The case file is one in which the Ohio Consumers’ Counsel had asked for an independent audit back in early September. The Ohio Consumers’ Counsel argued the scope should include an examination of corporate governance, relationships among affiliates, and spending of ratepayer money.
Regulators finally ordered an independent audit six days after FirstEnergy terminated longtime CEO Charles Jones and two other members of top management. As of Nov. 8, FirstEnergy also “separated from” two more vice presidents, who had served as its former chief legal officer and chief ethics officer, according to a filing with the Securities and Exchange Commission.
The audit’s scope should also determine if “the ‘loosey-goosey’ distribution modernization charge money that FirstEnergy Utilities collected from customers was used lawfully and in compliance with PUCO orders for electric utility service,” the Ohio Consumers’ Counsel wrote in a Sept. 30 filing.
Collection of the rider began in 2017. In 2018, FirstEnergy fought the Ohio Consumers’ Counsel’s efforts to find out how the money was being spent. When Oxford Advisors provided a report in June 2019, it noted that spending from the no-strings-attached rider wasn’t restricted to activities of the Ohio utilities.
Instead, a regulated money pool with the funds “appears to be benefiting the liquidity needs of the non-Ohio regulated companies when looking over the trends,” Oxford Advisors found. Also, it noted, funds from the pool “have been used to pay dividends to FirstEnergy.” At that point the company presumably might have used them for other purposes, including charitable activities and lobbying.
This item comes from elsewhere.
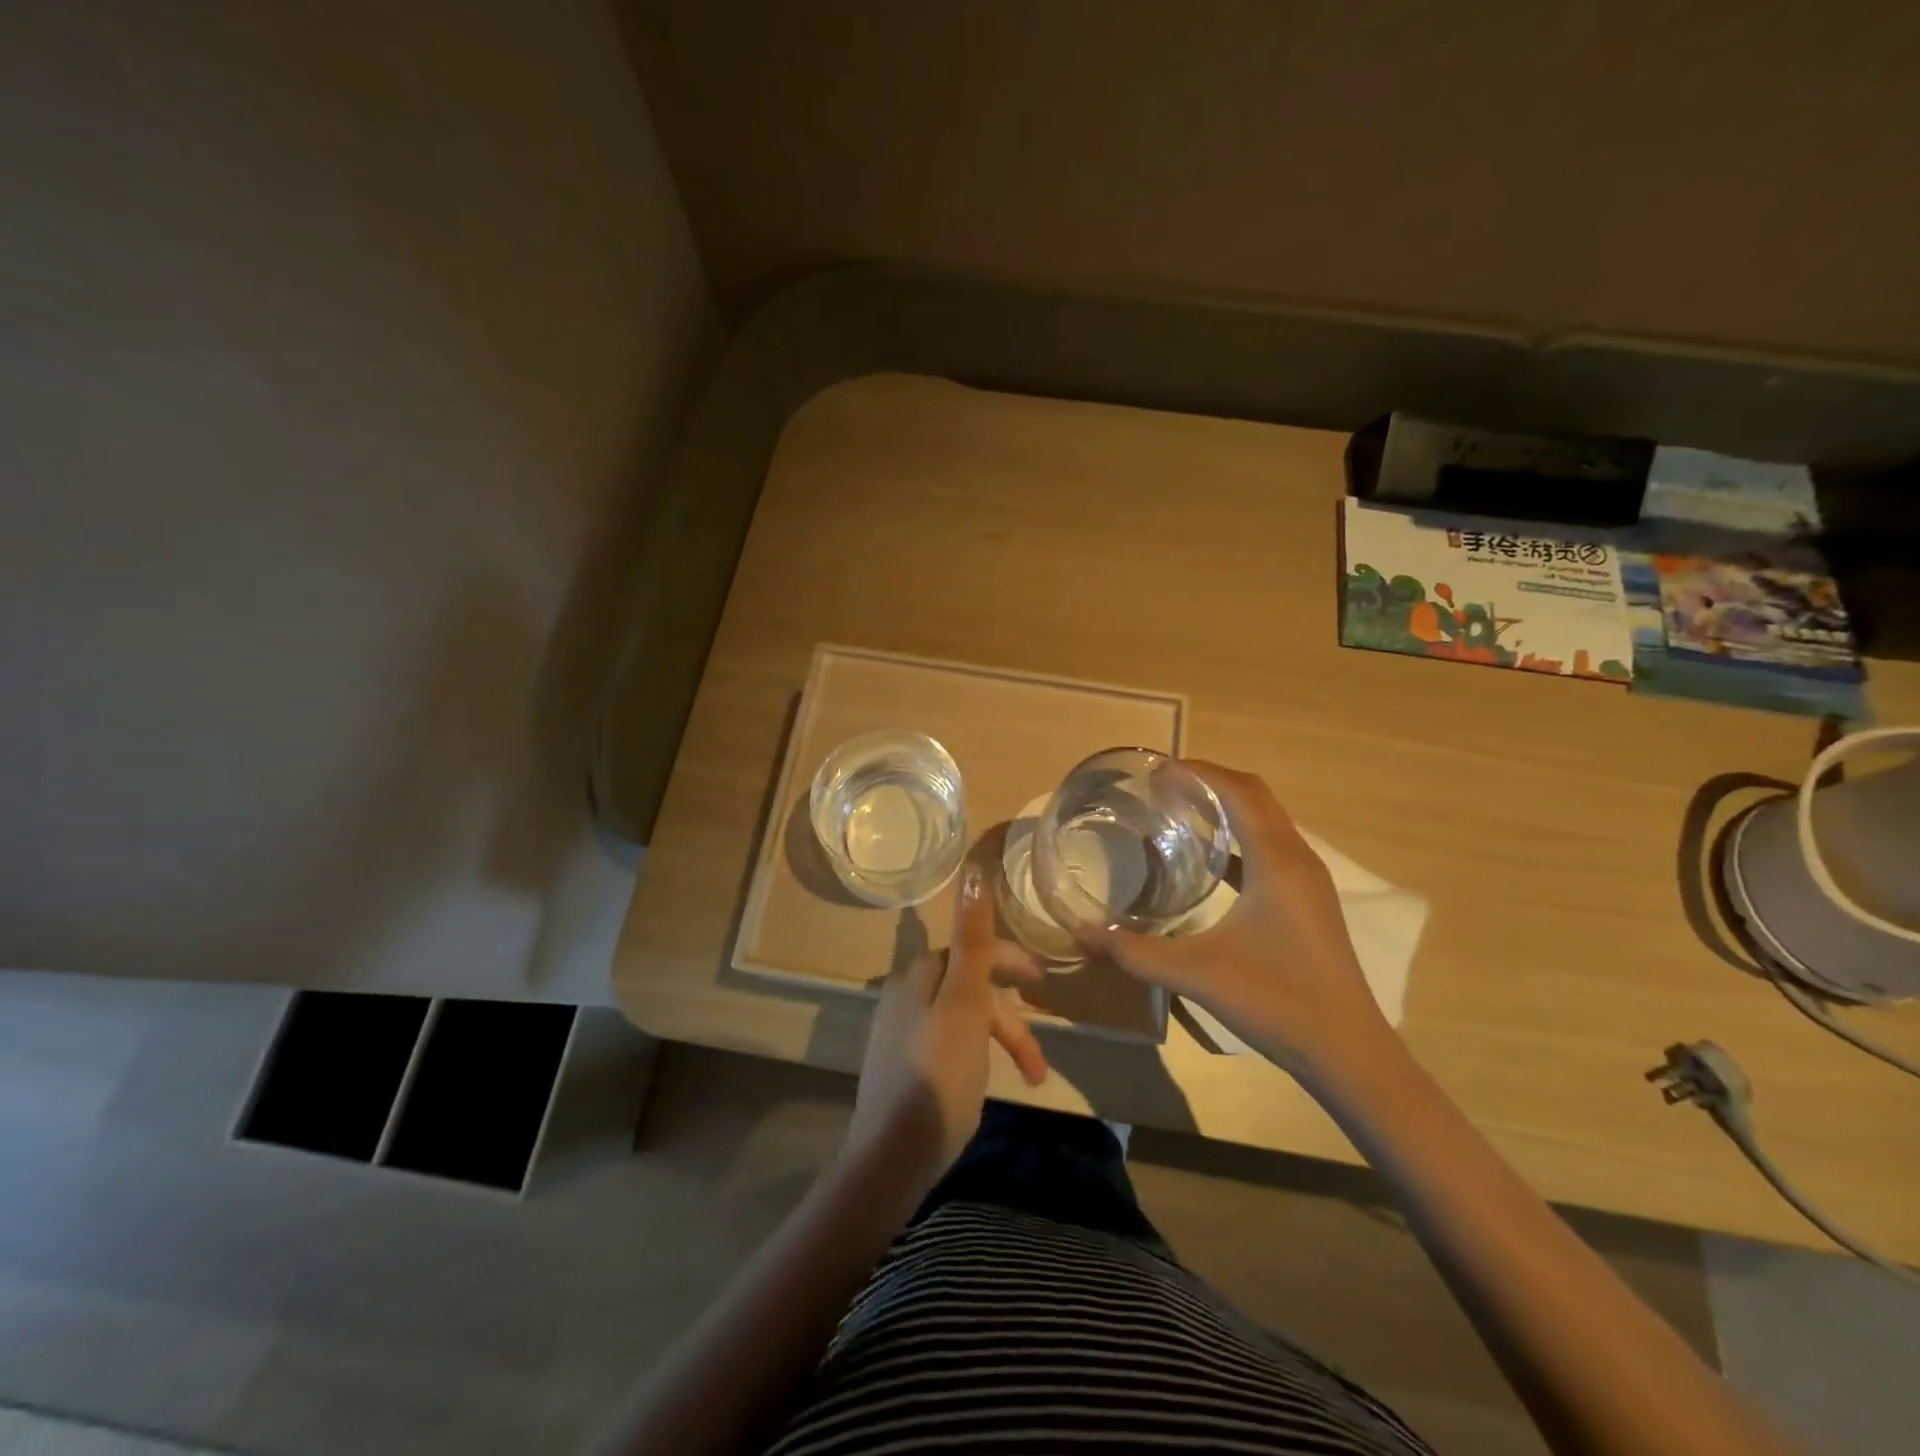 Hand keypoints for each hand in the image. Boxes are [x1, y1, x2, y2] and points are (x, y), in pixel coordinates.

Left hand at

The PUCO skipped any final review of how the rider was used after the Ohio Supreme Court held it unlawful.
“So, there was never a PUCO ruling on the merits of whether FirstEnergy had complied with the directive to use the funds (ultimately about $465 million) to support grid modernization and not subsidize its affiliate,” the Ohio Consumers’ Counsel said in a pending request for appeal.
That review could happen now, along with an examination of corporate governance and other matters, if the new independent audit digs into how ratepayer money was ultimately spent once it left the utilities and went to FirstEnergy Service Company, FirstEnergy or other affiliates.
The PUCO has said it will select a contractor in December for the new independent audit on HB 6 spending. A report is expected to be completed in April.Whatever happens, the PUCO’s Nov. 4 press release notes that the case “regarding political and charitable spending by FirstEnergy’s Ohio electric distribution utilities spending remains ongoing.” Thus, questions remain about FirstEnergy’s limited discovery responses, as well as its fierce opposition to letting environmental advocates and other parties take part fully in the case.